Here’s the sermon I preached at High Mass on Easter Sunday.
Acts 10.34-43; Psalm 118; Colossians 3.1-4; John 20.1-18
+ In the name of God: Father, Son and Holy Spirit.
Early in the morning, while it was still dark, Mary Magdalene came to the tomb and saw that the stone had been removed from the tomb.
She did not come, as we do today, in hopeful expectation. She came in grief, preparing to say a final goodbye to her friend and teacher, to give his body the burial he deserved. She came with almost unbearable despair, disappointment making her steps heavy as she trod carefully through the darkness, pondering the events of the last days.
And it was not with joyful belief that she initially returned running to the other disciples: They have taken the Lord out of the tomb, and we do not know where they have laid him. The absence compounded her grief, echoing all that had been left unsaid.
The darkness sheltered her confusion, sadness, doubt. And the small sliver of reddened sun appearing on the horizon must have seemed to her a gash across the sky, bleeding the day into being.
In the beginning was the Word, John’s gospel began. The Word was with God, and the Word was God. … And the Word became flesh and lived among us.
On Friday, that Word was silenced.
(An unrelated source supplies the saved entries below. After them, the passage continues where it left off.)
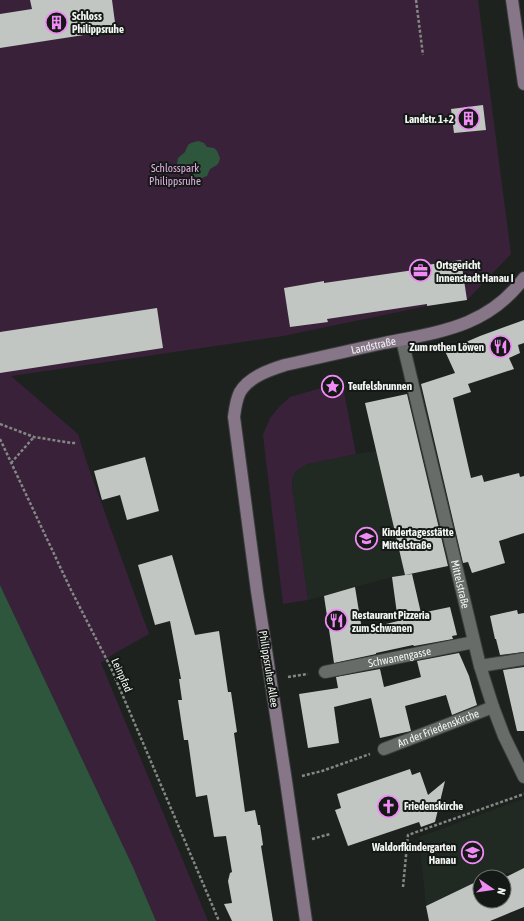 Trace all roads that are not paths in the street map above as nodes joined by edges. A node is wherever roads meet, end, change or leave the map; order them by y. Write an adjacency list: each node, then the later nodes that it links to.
1 (512, 0): 2 (main road)
2 (524, 84)
3 (524, 278): 4 (main road, Landstraße)
4 (402, 340): 5 (main road, Landstraße); 6 (street, Mittelstraße)
5 (234, 417): 13 (main road, Philippsruher Allee)
6 (474, 642): 8 (street, Mittelstraße); 9 (street, Schwanengasse)
7 (524, 659): 8 (street)
8 (480, 666): 10 (street, Mittelstraße)
9 (325, 672)
10 (493, 707): 11 (street, An der Friedenskirche); 12 (street, Mittelstraße)
11 (384, 749)
12 (524, 777)
13 (306, 921)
The words the Word spoke blown away like dust scattered on the wind. The language he used, the material, tangible signs of divine love — healing clay, cleansing water, unifying bread and wine — returned to being merely ordinary objects, stripped of any greater significance, other than the memories of him which they held.
Such was the first Easter morning.
And I wonder how many of us often feel the same on the Sundays we come to this place? Do we come bearing our own griefs, doubts? Do we plod on through the darkness, wanting finally to lay our hopes to rest?
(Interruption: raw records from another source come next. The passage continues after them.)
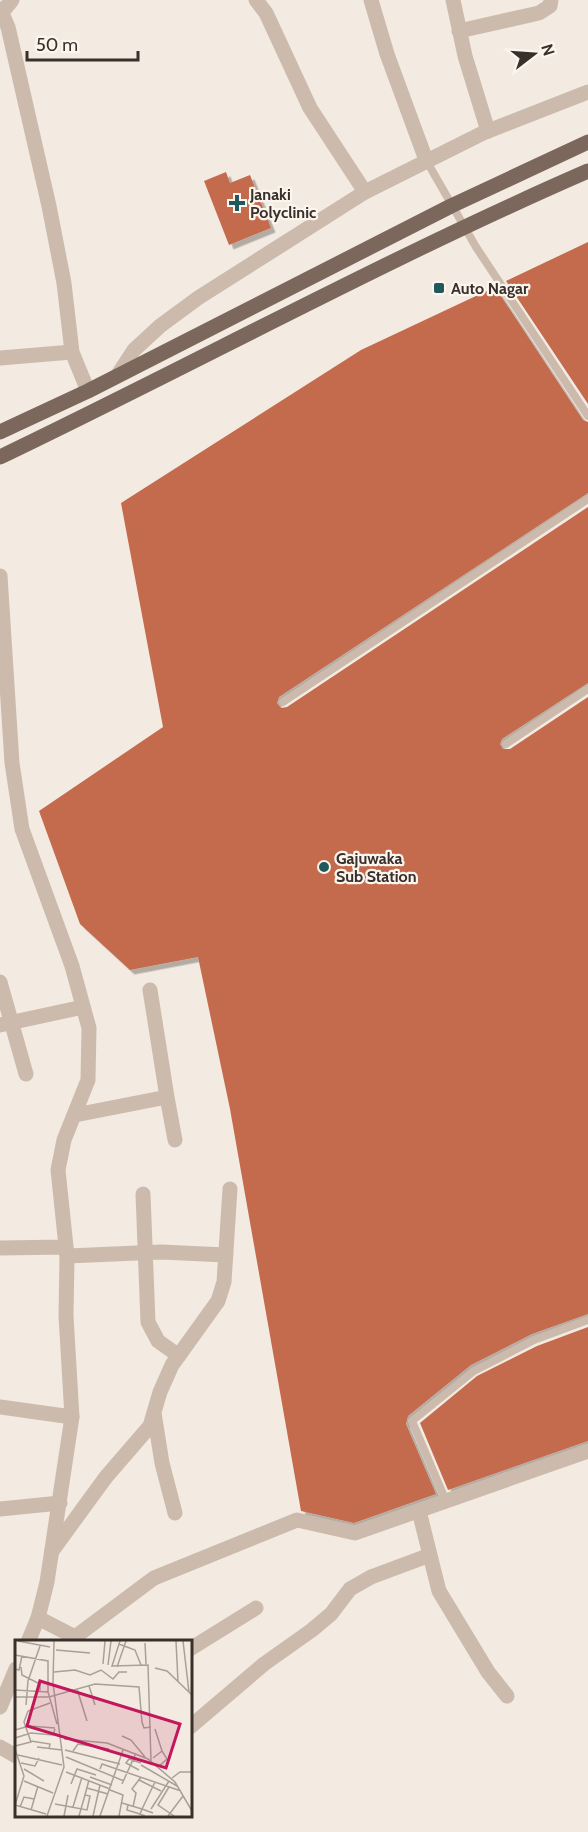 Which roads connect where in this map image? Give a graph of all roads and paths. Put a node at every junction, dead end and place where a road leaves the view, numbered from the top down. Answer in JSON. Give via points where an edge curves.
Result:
{"nodes":[{"id":1,"x":12,"y":0,"type":"edge"},
{"id":2,"x":256,"y":0,"type":"edge"},
{"id":3,"x":371,"y":0,"type":"edge"},
{"id":4,"x":453,"y":0,"type":"edge"},
{"id":5,"x":550,"y":0,"type":"edge"},
{"id":6,"x":1,"y":12,"type":"edge"},
{"id":7,"x":459,"y":31,"type":"junction"},
{"id":8,"x":588,"y":92,"type":"edge"},
{"id":9,"x":488,"y":131,"type":"junction"},
{"id":10,"x":588,"y":142,"type":"edge"},
{"id":11,"x":426,"y":160,"type":"junction"},
{"id":12,"x":588,"y":171,"type":"edge"},
{"id":13,"x":365,"y":192,"type":"junction"},
{"id":14,"x":451,"y":206,"type":"junction"},
{"id":15,"x":465,"y":228,"type":"junction"},
{"id":16,"x":72,"y":352,"type":"junction"},
{"id":17,"x":0,"y":358,"type":"edge"},
{"id":18,"x":117,"y":376,"type":"junction"},
{"id":19,"x":87,"y":391,"type":"junction"},
{"id":20,"x":588,"y":416,"type":"edge"},
{"id":21,"x":0,"y":432,"type":"edge"},
{"id":22,"x":0,"y":457,"type":"edge"},
{"id":23,"x":588,"y":500,"type":"edge"},
{"id":24,"x":0,"y":576,"type":"edge"},
{"id":25,"x":588,"y":689,"type":"edge"},
{"id":26,"x":283,"y":702,"type":"dead end"},
{"id":27,"x":506,"y":744,"type":"dead end"},
{"id":28,"x":0,"y":982,"type":"edge"},
{"id":29,"x":150,"y":990,"type":"dead end"},
{"id":30,"x":83,"y":1007,"type":"junction"},
{"id":31,"x":5,"y":1024,"type":"edge"},
{"id":32,"x":26,"y":1074,"type":"dead end"},
{"id":33,"x":167,"y":1097,"type":"junction"},
{"id":34,"x":75,"y":1115,"type":"junction"},
{"id":35,"x":175,"y":1140,"type":"dead end"},
{"id":36,"x":230,"y":1189,"type":"dead end"},
{"id":37,"x":143,"y":1194,"type":"dead end"},
{"id":38,"x":0,"y":1248,"type":"edge"},
{"id":39,"x":67,"y":1252,"type":"junction"},
{"id":40,"x":145,"y":1252,"type":"junction"},
{"id":41,"x":226,"y":1255,"type":"junction"},
{"id":42,"x":588,"y":1320,"type":"edge"},
{"id":43,"x":179,"y":1356,"type":"junction"},
{"id":44,"x":0,"y":1407,"type":"edge"},
{"id":45,"x":154,"y":1413,"type":"junction"},
{"id":46,"x":72,"y":1417,"type":"junction"},
{"id":47,"x":588,"y":1452,"type":"edge"},
{"id":48,"x":446,"y":1501,"type":"junction"},
{"id":49,"x":60,"y":1503,"type":"junction"},
{"id":50,"x":0,"y":1509,"type":"edge"},
{"id":51,"x":419,"y":1511,"type":"junction"},
{"id":52,"x":175,"y":1513,"type":"dead end"},
{"id":53,"x":52,"y":1551,"type":"junction"},
{"id":54,"x":430,"y":1556,"type":"junction"},
{"id":55,"x":256,"y":1608,"type":"dead end"},
{"id":56,"x":38,"y":1618,"type":"junction"},
{"id":57,"x":78,"y":1639,"type":"edge"},
{"id":58,"x":28,"y":1640,"type":"edge"},
{"id":59,"x":192,"y":1648,"type":"edge"},
{"id":60,"x":15,"y":1671,"type":"edge"},
{"id":61,"x":507,"y":1696,"type":"dead end"},
{"id":62,"x":0,"y":1707,"type":"edge"},
{"id":63,"x":192,"y":1726,"type":"edge"},
{"id":64,"x":0,"y":1747,"type":"edge"},
{"id":65,"x":15,"y":1755,"type":"edge"}],
"edges":[{"from":1,"to":6,"type":"street"},
{"from":2,"to":13,"type":"street","via":[[266,13],[310,108]]},
{"from":3,"to":11,"type":"street"},
{"from":4,"to":7,"type":"street"},
{"from":5,"to":7,"type":"street","via":[[550,6],[539,13]]},
{"from":6,"to":16,"type":"street","via":[[49,206]]},
{"from":7,"to":9,"type":"street"},
{"from":8,"to":9,"type":"street"},
{"from":9,"to":11,"type":"street"},
{"from":10,"to":14,"type":"main road"},
{"from":11,"to":13,"type":"street"},
{"from":11,"to":14,"type":"lane"},
{"from":12,"to":15,"type":"main road"},
{"from":13,"to":18,"type":"street","via":[[160,326],[134,350]]},
{"from":14,"to":15,"type":"lane"},
{"from":14,"to":18,"type":"main road"},
{"from":15,"to":20,"type":"lane"},
{"from":15,"to":22,"type":"main road"},
{"from":16,"to":17,"type":"street"},
{"from":16,"to":19,"type":"street"},
{"from":18,"to":19,"type":"main road"},
{"from":19,"to":21,"type":"main road"},
{"from":23,"to":26,"type":"lane"},
{"from":24,"to":30,"type":"street","via":[[12,763],[22,829]]},
{"from":25,"to":27,"type":"lane"},
{"from":28,"to":31,"type":"street"},
{"from":29,"to":33,"type":"street"},
{"from":30,"to":31,"type":"street"},
{"from":30,"to":34,"type":"street","via":[[89,1028],[88,1080]]},
{"from":31,"to":32,"type":"street"},
{"from":33,"to":34,"type":"street"},
{"from":33,"to":35,"type":"street"},
{"from":34,"to":39,"type":"street","via":[[64,1140],[58,1170]]},
{"from":36,"to":41,"type":"street"},
{"from":37,"to":40,"type":"street"},
{"from":38,"to":39,"type":"street"},
{"from":39,"to":40,"type":"street"},
{"from":39,"to":46,"type":"street"},
{"from":40,"to":41,"type":"street"},
{"from":40,"to":43,"type":"street","via":[[150,1329],[158,1341]]},
{"from":41,"to":43,"type":"street","via":[[218,1301]]},
{"from":42,"to":48,"type":"lane","via":[[534,1340],[474,1371],[412,1421]]},
{"from":43,"to":45,"type":"street"},
{"from":44,"to":46,"type":"street"},
{"from":45,"to":52,"type":"street"},
{"from":45,"to":53,"type":"street","via":[[150,1426],[106,1477]]},
{"from":46,"to":49,"type":"street"},
{"from":47,"to":48,"type":"street"},
{"from":48,"to":51,"type":"street"},
{"from":49,"to":50,"type":"street"},
{"from":49,"to":53,"type":"street"},
{"from":51,"to":54,"type":"street"},
{"from":51,"to":57,"type":"street","via":[[355,1533],[297,1520],[154,1578]]},
{"from":53,"to":56,"type":"street"},
{"from":54,"to":61,"type":"street","via":[[439,1591]]},
{"from":54,"to":63,"type":"street","via":[[371,1577],[350,1589],[312,1630],[238,1684]]},
{"from":55,"to":59,"type":"street"},
{"from":56,"to":57,"type":"street"},
{"from":56,"to":58,"type":"street"},
{"from":60,"to":62,"type":"street"},
{"from":64,"to":65,"type":"street"}]}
In their repetition, in our confusion, do the signs become void of their sacramental significance?
Do we come and find an emptiness even greater than that which we expected? ‘He is not here!’ we declare, and run away.
Sometimes I wonder if Holy Saturday, that vast stretch of silence, absence, waiting and the seeming finality of death is the more accurate depiction of the human condition than the unrelenting joy which Easter proclaims.
But isn’t loss actually the experience of love? If you did not love, there would be no loss. Absence itself becomes a presence. But during that dark hour in that place in time, the emptiness became real presence.
Weeping may spend the night, the psalmist says. But joy comes in the morning.
Early in the morning while it was still dark, Mary came to the tomb. She stands, as we did earlier today, on the brink of dawn, as light and dark are separating once more.
In the beginning, our scriptures begin, In the beginning, when God created the heavens and the earth, the earth was a formless void and darkness covered the face of the deep, while a wind from God swept over the face of the waters. Then God said, ‘Let there be light’ and there was light. And God saw that the light was good; and God separated the light from the darkness. God called the light Day, and the darkness he called Night. And there was evening and there was morning, the first day.
The light shines in the darkness, and the darkness did not overcome it, John reminds us.
The sun still rises, even when it feels the world has ended. And on that first Easter, its rays warm Mary’s face. In its first dim light, she thinks she sees the gardener. We think she was mistaken.
But there is a deeper truth held in her confusion. Because does she not encounter the very God who first spoke the world into being, who declared creation to be good? Is she not, in this first day of the week, witness to a new creation, a new separation of light from darkness? Does not the divine gardener call forth a shoot of new life, rising out of deadened earth? Is this not a new Word being spoken?
And as this Word speaks, he simply calls her name. Mary. And in that moment, the day breaks and she recognises the risen Lord.
Today we not only proclaim the risen Christ, but we remember, celebrate, that love we knew on the day of our baptism when our names were spoken to us. When the same Word named us his children, the children of God’s new creation. It calls us into being, sometimes gently, the gradual dawning of realisation, sometimes suddenly, as though an earthquake has rolled away the stone.
In a moment, we will renew our baptismal vows. We will remind ourselves what it means to be children of this new creation.
As Mary, the first evangelist, is tasked with proclaiming the Good News to the other disciples, so we at our baptism are tasked with proclaiming in word and deed the presence of the Kingdom of our risen Lord, through teaching, in acts of fellowship, through service to others, and in our stewardship of the earth.
The waters of baptism wash away our tears that we, like Mary, may begin to see clearly that what was put to death that day on the cross was not our hopes but death itself. Death is conquered. Evil has no power. The light shines in the darkness, and new day has dawned. The Lord is risen Alleluia.